Top of EXERCISE MATERIALS

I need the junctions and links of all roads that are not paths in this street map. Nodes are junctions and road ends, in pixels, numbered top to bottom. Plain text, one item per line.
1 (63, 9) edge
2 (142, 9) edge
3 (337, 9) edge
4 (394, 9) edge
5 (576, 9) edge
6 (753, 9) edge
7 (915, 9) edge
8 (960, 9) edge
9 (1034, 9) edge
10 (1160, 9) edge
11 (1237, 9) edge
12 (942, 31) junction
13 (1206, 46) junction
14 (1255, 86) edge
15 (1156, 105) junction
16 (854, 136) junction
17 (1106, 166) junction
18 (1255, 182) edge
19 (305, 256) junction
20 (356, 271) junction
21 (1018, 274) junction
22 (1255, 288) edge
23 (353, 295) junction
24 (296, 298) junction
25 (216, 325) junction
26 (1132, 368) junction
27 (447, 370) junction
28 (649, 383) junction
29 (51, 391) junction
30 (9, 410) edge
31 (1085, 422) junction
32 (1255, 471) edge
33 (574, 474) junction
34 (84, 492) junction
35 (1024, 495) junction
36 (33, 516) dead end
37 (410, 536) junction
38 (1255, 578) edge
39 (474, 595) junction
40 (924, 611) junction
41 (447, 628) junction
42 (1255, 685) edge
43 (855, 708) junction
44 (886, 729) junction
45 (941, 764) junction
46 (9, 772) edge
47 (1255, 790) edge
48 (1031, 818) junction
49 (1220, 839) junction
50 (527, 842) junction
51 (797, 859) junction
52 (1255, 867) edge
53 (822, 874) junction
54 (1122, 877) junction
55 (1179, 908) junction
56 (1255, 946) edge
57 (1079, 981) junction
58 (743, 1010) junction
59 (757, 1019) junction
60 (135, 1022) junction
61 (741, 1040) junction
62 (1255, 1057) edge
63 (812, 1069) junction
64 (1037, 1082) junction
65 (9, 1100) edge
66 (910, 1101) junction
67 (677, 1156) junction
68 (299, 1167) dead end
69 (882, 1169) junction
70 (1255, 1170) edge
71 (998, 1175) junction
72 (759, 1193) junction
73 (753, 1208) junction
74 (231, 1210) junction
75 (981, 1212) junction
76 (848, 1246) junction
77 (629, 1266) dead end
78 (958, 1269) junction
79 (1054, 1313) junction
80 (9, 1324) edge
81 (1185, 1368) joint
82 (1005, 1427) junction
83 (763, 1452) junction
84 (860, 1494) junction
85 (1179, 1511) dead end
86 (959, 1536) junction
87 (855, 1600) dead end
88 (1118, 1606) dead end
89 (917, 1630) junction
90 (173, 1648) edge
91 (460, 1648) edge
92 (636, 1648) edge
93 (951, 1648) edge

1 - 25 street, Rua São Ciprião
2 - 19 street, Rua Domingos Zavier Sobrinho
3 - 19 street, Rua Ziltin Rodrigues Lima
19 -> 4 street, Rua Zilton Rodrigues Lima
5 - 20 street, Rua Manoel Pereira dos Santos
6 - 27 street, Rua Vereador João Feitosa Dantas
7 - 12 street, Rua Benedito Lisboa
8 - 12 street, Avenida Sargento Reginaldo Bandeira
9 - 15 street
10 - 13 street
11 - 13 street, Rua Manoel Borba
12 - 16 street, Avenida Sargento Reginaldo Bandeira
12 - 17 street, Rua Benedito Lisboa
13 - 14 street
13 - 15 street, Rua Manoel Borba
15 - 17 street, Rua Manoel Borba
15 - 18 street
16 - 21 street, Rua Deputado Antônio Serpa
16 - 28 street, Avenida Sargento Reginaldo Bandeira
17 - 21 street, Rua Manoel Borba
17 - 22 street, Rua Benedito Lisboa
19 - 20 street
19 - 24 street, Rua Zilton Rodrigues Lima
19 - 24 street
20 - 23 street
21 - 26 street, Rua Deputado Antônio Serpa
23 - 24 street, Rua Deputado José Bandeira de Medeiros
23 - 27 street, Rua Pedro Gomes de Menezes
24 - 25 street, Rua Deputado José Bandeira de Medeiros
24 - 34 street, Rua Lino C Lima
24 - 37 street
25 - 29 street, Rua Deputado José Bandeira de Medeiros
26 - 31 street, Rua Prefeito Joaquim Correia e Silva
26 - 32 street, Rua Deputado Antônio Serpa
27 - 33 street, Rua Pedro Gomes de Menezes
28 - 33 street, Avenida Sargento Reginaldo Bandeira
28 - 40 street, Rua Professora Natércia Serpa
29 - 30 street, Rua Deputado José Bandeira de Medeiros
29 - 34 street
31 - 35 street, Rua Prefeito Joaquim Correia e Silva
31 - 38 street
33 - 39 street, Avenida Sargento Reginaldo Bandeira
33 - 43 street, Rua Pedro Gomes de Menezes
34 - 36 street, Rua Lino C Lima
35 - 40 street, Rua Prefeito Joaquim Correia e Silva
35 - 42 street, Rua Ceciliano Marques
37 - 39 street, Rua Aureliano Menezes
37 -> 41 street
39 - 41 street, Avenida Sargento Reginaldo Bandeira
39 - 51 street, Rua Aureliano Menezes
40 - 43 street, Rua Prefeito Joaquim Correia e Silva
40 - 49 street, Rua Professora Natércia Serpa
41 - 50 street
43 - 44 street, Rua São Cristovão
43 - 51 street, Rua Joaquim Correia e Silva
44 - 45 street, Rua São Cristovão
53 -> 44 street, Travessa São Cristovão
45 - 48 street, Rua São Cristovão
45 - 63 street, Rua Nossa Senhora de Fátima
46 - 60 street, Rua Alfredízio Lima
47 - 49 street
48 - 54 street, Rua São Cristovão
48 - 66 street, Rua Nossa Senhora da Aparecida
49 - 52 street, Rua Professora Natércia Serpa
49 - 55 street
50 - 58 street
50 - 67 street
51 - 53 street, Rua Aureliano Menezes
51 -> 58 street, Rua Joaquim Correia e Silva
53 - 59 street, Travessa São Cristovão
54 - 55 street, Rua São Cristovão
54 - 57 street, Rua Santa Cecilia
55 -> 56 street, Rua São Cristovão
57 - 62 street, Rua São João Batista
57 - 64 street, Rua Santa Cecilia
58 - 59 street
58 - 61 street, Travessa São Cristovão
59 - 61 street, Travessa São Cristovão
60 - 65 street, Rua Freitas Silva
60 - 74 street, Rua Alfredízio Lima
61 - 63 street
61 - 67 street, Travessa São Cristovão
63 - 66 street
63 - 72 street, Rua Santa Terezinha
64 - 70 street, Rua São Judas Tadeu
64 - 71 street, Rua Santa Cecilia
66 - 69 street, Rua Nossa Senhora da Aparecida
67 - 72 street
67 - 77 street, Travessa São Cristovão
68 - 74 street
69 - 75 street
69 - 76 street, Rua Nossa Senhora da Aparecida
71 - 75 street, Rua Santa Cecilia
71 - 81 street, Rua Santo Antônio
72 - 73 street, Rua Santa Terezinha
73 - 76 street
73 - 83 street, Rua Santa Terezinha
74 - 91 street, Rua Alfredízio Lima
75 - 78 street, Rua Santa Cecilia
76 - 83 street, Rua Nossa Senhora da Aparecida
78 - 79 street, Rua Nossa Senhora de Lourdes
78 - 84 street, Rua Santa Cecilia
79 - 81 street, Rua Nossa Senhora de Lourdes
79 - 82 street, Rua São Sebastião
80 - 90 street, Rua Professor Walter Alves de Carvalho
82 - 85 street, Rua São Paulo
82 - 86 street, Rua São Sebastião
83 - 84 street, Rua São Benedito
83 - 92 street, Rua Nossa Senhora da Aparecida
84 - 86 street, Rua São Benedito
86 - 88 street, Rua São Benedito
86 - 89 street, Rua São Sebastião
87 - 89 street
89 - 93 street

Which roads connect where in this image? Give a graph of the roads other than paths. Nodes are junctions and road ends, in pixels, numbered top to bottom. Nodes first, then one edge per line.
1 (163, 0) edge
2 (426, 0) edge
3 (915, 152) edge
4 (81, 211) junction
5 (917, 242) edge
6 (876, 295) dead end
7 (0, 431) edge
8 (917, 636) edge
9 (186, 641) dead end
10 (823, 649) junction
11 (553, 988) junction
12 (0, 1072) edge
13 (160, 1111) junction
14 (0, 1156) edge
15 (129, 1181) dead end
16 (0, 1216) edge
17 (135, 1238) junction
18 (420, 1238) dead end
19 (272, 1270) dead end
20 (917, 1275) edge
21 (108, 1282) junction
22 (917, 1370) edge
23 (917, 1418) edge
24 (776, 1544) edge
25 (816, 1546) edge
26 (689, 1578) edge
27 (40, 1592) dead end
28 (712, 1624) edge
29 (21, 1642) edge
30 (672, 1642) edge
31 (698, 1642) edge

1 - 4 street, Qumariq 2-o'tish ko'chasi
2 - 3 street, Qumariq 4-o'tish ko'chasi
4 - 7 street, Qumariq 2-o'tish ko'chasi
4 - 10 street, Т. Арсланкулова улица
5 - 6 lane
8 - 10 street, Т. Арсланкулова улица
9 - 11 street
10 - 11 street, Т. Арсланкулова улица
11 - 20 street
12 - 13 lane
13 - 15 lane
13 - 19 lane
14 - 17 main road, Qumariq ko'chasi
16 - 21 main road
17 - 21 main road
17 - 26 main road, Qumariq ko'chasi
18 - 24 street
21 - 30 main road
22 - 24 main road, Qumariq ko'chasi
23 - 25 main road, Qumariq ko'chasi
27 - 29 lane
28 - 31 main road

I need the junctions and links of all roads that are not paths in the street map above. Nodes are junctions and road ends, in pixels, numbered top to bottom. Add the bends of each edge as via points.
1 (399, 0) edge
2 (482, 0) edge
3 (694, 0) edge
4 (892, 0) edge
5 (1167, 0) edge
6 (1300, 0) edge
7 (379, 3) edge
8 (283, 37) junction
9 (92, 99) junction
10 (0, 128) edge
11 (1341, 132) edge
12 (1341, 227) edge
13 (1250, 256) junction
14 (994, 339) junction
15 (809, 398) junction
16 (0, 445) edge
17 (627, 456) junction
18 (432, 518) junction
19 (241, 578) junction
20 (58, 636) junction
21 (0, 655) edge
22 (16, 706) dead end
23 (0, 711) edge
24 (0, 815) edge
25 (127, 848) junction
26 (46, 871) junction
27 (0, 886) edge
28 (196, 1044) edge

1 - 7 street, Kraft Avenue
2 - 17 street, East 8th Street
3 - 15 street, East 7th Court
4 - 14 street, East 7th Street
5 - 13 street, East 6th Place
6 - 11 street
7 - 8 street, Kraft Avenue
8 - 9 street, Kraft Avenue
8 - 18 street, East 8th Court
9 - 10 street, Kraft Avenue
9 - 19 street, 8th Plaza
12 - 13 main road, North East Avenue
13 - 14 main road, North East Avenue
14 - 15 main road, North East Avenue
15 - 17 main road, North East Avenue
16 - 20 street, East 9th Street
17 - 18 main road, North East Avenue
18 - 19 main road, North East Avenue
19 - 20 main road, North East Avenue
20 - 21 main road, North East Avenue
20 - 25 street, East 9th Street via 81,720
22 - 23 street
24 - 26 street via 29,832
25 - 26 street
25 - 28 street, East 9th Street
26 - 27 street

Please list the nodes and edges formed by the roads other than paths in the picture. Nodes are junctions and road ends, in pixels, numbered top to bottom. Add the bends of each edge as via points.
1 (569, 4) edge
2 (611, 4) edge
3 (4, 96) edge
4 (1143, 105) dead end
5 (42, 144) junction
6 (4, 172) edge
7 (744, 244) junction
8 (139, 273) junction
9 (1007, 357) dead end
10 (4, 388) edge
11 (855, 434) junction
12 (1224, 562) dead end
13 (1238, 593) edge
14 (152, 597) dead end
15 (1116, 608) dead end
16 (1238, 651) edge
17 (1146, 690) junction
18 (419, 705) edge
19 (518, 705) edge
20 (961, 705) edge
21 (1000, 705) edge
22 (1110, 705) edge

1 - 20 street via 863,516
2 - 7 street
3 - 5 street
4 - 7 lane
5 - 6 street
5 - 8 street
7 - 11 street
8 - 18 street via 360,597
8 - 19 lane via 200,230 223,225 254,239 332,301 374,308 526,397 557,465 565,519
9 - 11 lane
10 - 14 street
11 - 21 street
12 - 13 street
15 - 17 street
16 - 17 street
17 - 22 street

Bottom of EXERCISE MATERIALS

• **TASK DETAILS**
Across the data, find each line that has "Correia" in it and copy that line.

• **EXERCISE ANSWER**
26 - 31 street, Rua Prefeito Joaquim Correia e Silva
31 - 35 street, Rua Prefeito Joaquim Correia e Silva
35 - 40 street, Rua Prefeito Joaquim Correia e Silva
40 - 43 street, Rua Prefeito Joaquim Correia e Silva
43 - 51 street, Rua Joaquim Correia e Silva
51 -> 58 street, Rua Joaquim Correia e Silva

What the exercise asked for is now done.